Faculty: JOHN M. DOYLE
Professor of Physics
|Lyman 326 • 17 Oxford Street
Cambridge, MA 02138
Center for Ultracold Atoms
Harvard Quantum Optics Center
Administrative Assistant: Janet Ragusa
Jefferson 245 • (617) 495-3339 • firstname.lastname@example.org
John Doyle's research centers on trapping neutral particles, study of fundamental collisional processes in atoms and molecules, and lab and underground-observatory-based searches for physics beyond the Standard Model. He is also currently working to realize new techniques to trap molecules and atoms and produce intense beams of the same.
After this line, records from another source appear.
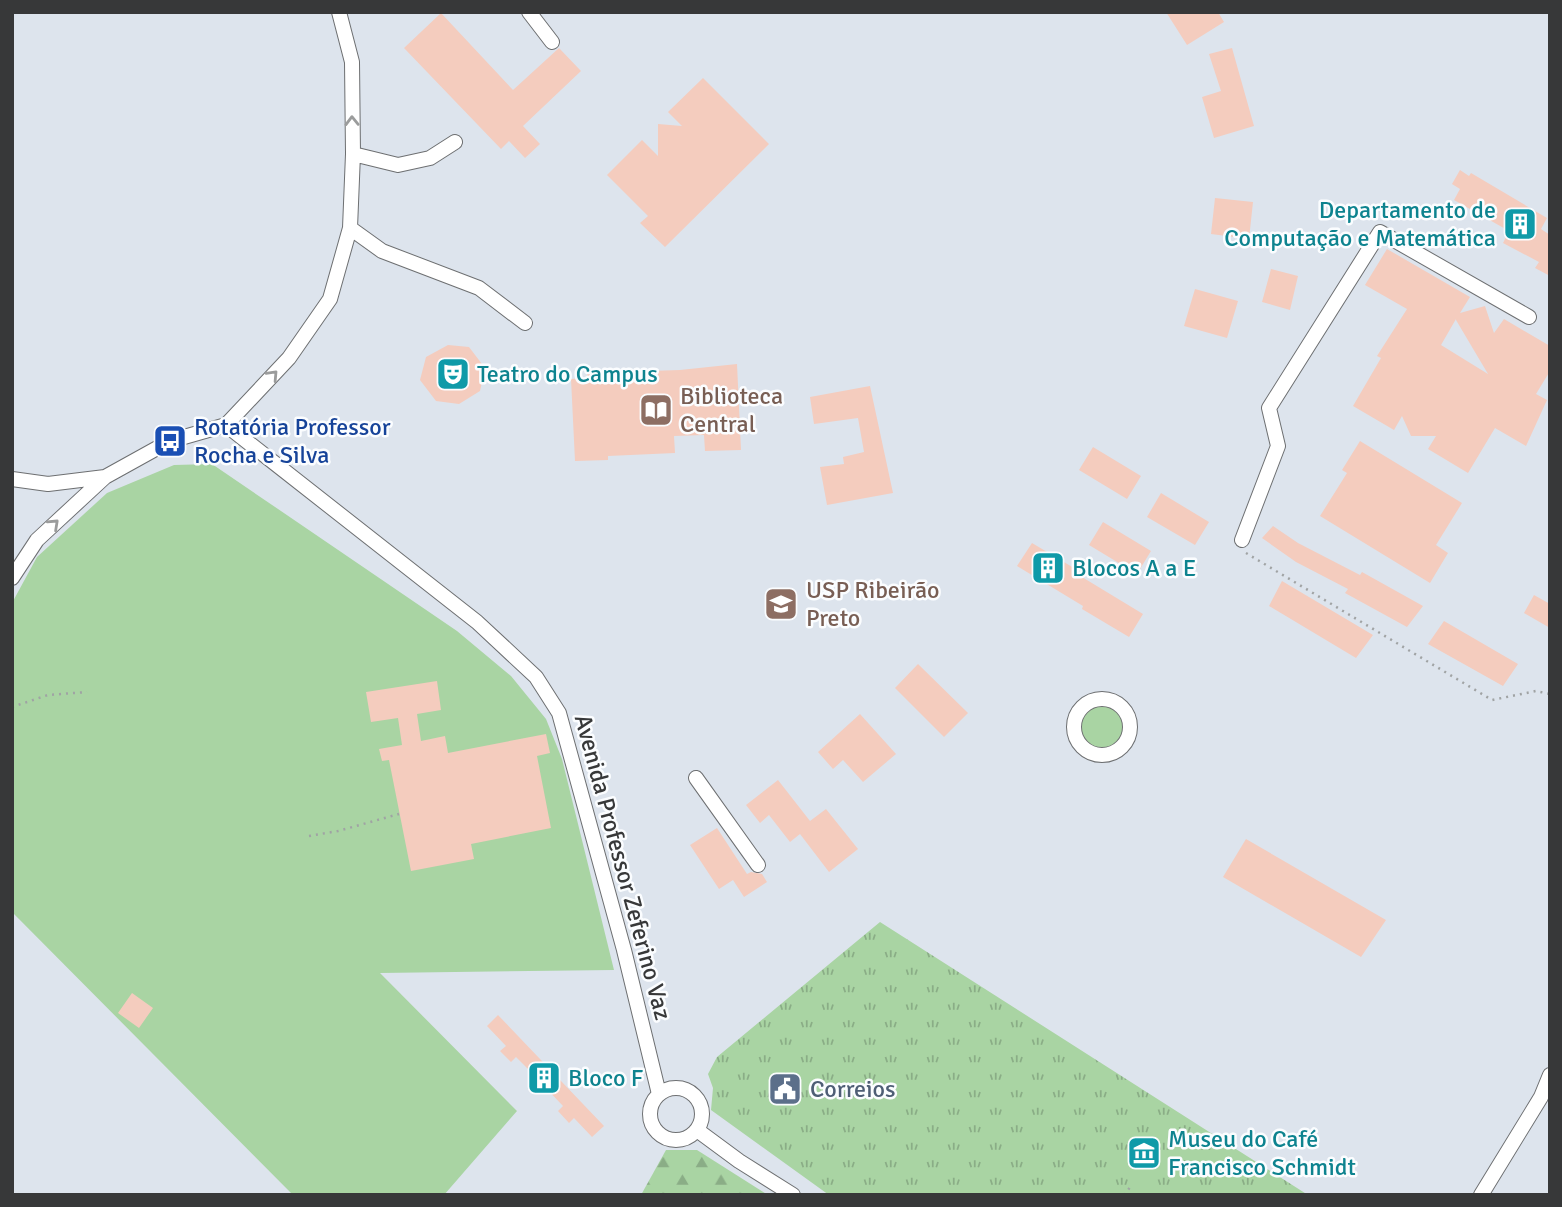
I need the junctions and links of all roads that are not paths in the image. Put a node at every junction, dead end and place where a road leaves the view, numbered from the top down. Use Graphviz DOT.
graph roads {
  1 [pos="339,12"];
  2 [pos="529,12"];
  3 [pos="552,42"];
  4 [pos="455,142"];
  5 [pos="353,153"];
  6 [pos="349,228"];
  7 [pos="1529,317"];
  8 [pos="525,323"];
  9 [pos="226,425"];
  10 [pos="105,477"];
  11 [pos="12,479"];
  12 [pos="1240,544"];
  13 [pos="12,578"];
  14 [pos="1126,743"];
  15 [pos="696,778"];
  16 [pos="758,865"];
  17 [pos="1550,1075"];
  18 [pos="659,1094"];
  19 [pos="696,1130"];
  20 [pos="793,1195"];
  21 [pos="1482,1195"];
  5 -- 1 [label="street, one-way"];
  2 -- 3 [label="street"];
  4 -- 5 [label="street"];
  5 -- 6 [label="street"];
  6 -- 8 [label="street"];
  9 -- 6 [label="street, one-way"];
  7 -- 12 [label="street"];
  9 -- 10 [label="street"];
  9 -- 18 [label="street, Avenida Professor Zeferino Vaz"];
  10 -- 11 [label="street"];
  13 -- 10 [label="street, one-way"];
  14 -- 14 [label="street"];
  15 -- 16 [label="street"];
  17 -- 21 [label="street"];
  18 -- 19 [label="street"];
  18 -- 19 [label="street"];
  19 -- 20 [label="street"];
}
The Doyle group has pioneered a general technique for cooling and loading atoms and molecules into traps. First demonstrated with atomic europium and chromium and molecular CaH, the technique uses cryogenic helium buffer gas to cool atoms to below 1 Kelvin. The cold atoms are then loaded into a magnetic trap and then evaporatively cooled. This has led to the discovery of several new findings on the physics of cold collisions as well as doubling the number of species magnetically trapped, including exotic atoms such as Dy. In addition, by developing a new technique for producing heavy, polar radical molecules in an intense beam, he has launched with collaborators a new EDM search. Heavy, highly polar molecules are ideally suited to the search for a permanent electric dipole moment (EDM) in the electron. The discovery of an EDM in these experiments would indicate new physics beyond the standard model. Work towards production of ultracold molecules aims also to build hybrid quantum devices. Finally, work is ongoing to use XUV scintillation in liquid neon and argon to search for a key Dark Matter candidate, the WIMP.